Eles não podem dizer às pessoas que já não
há muito
mais petróleo, e que o máximo da produção global
o "peak oil"
[12]
dar-se-á provavelmente antes de 2020; nem que é preciso
ir buscá-lo ao Iraque; porque isso seria dizerem que é
necessário matar crianças por petróleo. E têm
razões para não quererem dizer tal coisa. Também
não podem dizer às pessoas que no Mar Cáspio há
reservas enormes e que têm planos para construir um oleoduto até
ao Oceano Índico, e que, como não se pode passar pelo Irão
ao sul, nem pela Rússia ao norte, será necessário passar
por leste, pelo Turquemenistão e pelo Afeganistão, e que é
portanto necessário controlar esses países. Por isso se qualifica
os muçulmanos de "terroristas". Não são
senão grandes mentiras, mas se forem repetidas vezes sem conta, as
pessoas acabarão por crer nelas e na utilidade das guerras
antimuçulmanas; assim como esquecerão que há muitas formas
de terrorismo, e que a violência não é uma especialidade
apenas muçulmana.
Silvia Cattori:
Em suma, essas estruturas clandestinas poderiam ter sido dissolvidas, mas a
estratégia da tensão pode ter continuado?
Daniele Ganser:
Exacto. Pode-se ter dissolvido essas estruturas mas formado outras novas.
É preciso explicar como são a táctica e a
manipulação na estratégia da tensão. Nada disso
é legal. Mas para os Estados é mais fácil manipular as
pessoas que dizer-lhes que se está tentando deitar mão ao
petróleo alheio. De qualquer modo, nem todos os atentados provêem
da estratégia da tensão. Mas é difícil saber quais
são os manipulados e quais não são. Mesmo quem saiba que
um certo número de atentados são manipulados por Estados para
desacreditar um inimigo político, esbarra contra um obstáculo
psicológico. Após um atentado as pessoas têm medo,
estão confusas. É muito difícil ter ideia que a
estratégia da tensão, a estratégia da bandeira-falsa,
é uma realidade. É mais fácil aceitar a
manipulação e dizer a si próprio: "Há trinta
anos que me mantenho informado e nunca ouvi falar de exércitos
criminosos nenhuns. Os muçulmanos atacam-nos, e é por isso que os
combatemos."
Silvia Cattori:
Desde 2001 a União Europeia instaurou medidas antiterroristas. Mais
tarde tornou-se evidente que essas medidas permitiram à CIA raptar
pessoas e transportá-las para sítios secretos para as torturar.

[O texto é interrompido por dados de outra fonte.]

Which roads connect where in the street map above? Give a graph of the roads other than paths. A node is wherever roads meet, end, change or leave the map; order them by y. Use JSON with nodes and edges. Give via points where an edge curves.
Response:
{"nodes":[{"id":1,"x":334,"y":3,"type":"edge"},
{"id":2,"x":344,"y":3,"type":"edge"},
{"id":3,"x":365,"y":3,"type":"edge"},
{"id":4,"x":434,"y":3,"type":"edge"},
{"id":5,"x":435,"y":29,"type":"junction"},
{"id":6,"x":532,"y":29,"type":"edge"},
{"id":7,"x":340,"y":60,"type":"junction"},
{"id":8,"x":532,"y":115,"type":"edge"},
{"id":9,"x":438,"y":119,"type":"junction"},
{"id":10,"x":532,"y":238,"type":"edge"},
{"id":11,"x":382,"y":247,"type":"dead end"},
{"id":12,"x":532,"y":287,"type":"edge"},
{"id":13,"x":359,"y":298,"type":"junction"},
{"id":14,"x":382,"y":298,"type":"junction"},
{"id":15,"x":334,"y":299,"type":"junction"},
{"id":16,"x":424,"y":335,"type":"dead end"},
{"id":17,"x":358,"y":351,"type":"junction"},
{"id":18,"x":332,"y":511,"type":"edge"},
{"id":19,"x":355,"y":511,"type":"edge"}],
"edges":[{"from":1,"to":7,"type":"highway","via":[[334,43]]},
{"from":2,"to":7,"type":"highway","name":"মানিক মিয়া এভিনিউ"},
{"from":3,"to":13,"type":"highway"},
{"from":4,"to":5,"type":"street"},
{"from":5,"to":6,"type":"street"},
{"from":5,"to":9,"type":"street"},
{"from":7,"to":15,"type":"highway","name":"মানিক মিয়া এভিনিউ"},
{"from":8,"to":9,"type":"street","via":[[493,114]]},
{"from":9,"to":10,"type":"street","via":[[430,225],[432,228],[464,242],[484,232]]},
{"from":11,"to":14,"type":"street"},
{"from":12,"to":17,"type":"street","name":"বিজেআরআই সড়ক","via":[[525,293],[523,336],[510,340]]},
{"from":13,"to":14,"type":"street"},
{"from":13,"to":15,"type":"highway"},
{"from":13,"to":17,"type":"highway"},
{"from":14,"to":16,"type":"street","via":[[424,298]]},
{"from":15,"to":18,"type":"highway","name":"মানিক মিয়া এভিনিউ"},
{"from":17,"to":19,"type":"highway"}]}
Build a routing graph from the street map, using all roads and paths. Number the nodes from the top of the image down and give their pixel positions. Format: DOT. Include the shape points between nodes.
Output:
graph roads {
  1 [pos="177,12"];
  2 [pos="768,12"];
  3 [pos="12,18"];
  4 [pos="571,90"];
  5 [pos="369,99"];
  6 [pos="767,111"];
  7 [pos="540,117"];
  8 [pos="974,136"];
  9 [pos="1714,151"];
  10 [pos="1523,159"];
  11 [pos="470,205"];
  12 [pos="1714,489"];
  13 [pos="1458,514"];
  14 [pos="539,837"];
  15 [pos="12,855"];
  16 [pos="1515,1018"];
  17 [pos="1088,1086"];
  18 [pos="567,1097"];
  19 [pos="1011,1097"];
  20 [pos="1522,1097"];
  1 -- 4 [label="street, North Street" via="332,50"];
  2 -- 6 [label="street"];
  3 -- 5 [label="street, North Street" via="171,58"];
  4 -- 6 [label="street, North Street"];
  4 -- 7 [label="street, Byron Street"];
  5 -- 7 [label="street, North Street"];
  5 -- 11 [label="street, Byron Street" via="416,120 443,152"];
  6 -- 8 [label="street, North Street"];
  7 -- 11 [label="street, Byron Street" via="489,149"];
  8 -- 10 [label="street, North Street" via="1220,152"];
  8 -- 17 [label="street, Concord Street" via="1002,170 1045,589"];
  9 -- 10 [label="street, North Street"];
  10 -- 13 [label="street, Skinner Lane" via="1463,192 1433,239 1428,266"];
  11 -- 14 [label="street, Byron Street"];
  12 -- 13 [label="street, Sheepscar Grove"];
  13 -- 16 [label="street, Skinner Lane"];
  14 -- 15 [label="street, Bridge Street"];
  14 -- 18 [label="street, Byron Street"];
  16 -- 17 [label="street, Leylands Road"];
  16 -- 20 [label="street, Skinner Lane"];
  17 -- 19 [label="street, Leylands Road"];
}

Os Estados europeus não se tornaram um pouco reféns da sua
submissão aos Estados Unidos?
Daniele Ganser:
Os Estados europeus tiveram uma atitude bastante fraca em
relação aos Estados Unidos após os atentados de 11 de
Setembro de 2001. Depois de terem afirmado que as prisões secretas eram
ilegais, deixaram de intervir. E o mesmo fizeram com os prisioneiros de
Guantânamo. Na Europa levantaram-se vozes afirmando: "Não se
pode privar os prisioneiros de defesa e de advogado." Mas quando Madame
Angela Merkel levantou esta questão, os Estados Unidos deixaram
claramente entender que a Alemanha estava de certo modo implicada no Iraque e
que os seus serviços secretos haviam contribuído para a
preparação dessa guerra e que portanto deveriam manter-se calados.
Silvia Cattori:
Em tal contexto, com tantas zonas de sombra, que segurança traz a NATO
aos povos que se presume proteger, permitindo desta maneira aos serviços
secretos manipular?
Daniele Ganser:
Em relação aos atentados terroristas manipulados pelos
exércitos secretos da rede Gladio durante a Guerra Fria é preciso
determinar com clareza qual foi a implicação real da NATO neles e
saber o que realmente se passou. Trataram-se de actos isolados ou organizados
secretamente pela NATO? Até hoje a NATO tem sempre recusado falar da
estratégia da tensão e do terrorismo durante a Guerra Fria. A
NATO rechaça qualquer questão relativa ao Gladio.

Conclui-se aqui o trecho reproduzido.